Electronic – Arduino with assembly

arduinoassemblyavr

For my venture into microprocessing, I decided to go with Atmel AVR due to the vast resources available. The Arduino seems to have a lot as well, not to mention their starter kits seem more "at my level."

The problem is I want to learn it in assembly first, and then go to C/C++ or whatever Arduino uses, but I've heard Arduino won't take AVR assembly. Is this true? Is there any way around that?

Edit: I would go with the ATMEL STK500, but for a first timer it looks VERY complicated.

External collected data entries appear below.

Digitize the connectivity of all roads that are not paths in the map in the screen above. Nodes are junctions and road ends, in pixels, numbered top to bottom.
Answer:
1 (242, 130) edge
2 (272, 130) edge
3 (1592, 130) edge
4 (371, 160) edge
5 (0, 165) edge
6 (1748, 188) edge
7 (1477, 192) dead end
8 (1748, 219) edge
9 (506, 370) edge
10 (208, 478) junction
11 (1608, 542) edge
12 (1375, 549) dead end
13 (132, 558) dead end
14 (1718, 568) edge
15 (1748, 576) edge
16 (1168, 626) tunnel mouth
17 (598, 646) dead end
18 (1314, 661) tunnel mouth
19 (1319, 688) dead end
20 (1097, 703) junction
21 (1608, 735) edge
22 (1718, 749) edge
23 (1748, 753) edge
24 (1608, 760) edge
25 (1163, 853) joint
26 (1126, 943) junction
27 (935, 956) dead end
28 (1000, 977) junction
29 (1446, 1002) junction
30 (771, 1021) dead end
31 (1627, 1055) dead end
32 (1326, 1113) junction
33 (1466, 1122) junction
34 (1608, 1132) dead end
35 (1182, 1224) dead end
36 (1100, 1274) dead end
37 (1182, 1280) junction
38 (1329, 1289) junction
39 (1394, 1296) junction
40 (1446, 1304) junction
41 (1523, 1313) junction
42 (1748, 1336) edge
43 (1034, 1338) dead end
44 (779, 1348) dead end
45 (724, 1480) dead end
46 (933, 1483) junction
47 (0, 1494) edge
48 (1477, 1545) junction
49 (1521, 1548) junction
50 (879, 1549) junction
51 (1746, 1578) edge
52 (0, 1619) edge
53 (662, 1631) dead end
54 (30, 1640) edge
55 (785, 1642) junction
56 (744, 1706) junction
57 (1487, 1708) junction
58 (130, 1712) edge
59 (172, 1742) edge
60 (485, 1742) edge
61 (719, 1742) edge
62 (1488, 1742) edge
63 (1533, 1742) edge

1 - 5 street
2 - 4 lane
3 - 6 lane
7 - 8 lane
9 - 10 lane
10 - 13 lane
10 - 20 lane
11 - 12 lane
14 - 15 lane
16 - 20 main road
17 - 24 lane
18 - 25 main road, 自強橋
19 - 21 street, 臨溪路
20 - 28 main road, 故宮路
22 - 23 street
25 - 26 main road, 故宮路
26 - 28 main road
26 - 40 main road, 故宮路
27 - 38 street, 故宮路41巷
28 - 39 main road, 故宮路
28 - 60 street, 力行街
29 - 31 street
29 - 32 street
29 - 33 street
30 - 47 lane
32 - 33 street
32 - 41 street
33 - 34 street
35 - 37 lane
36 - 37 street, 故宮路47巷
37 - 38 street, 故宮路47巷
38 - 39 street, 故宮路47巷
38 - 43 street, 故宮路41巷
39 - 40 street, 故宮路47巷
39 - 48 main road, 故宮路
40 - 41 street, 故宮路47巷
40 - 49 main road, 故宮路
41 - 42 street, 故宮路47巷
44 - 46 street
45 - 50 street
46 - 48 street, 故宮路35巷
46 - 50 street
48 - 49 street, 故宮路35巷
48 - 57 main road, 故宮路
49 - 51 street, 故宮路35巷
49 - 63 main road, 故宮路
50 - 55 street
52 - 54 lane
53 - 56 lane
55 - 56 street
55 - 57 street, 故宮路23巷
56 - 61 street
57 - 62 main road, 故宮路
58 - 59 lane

Is there any reason why I can't just get an 8 bit AVR and put it on a breadboard and experiment that way? (I guess I'd have to figure out how to interface them as such.)

Edit2: This is what I was thinking

http://www.adafruit.com/index.php?main_page=product_info&cPath=17&products_id=193

Best Answer

The Arduino boards can be programmed in assembly. All you need is an ICSP Cable (In Circuit Serial Programmer) and the AVR toolchain (free from ATMEL) to write to the board. You then get the advantage of on board debugging.

As you suggested, you can just slap an ATMEL chip on a breadboard and go to town.

The kit you referenced looks like a great starting point. You can take the chip right off the board and stick it on your own breadboard (as long as it has correctly regulated power and you account for the clock).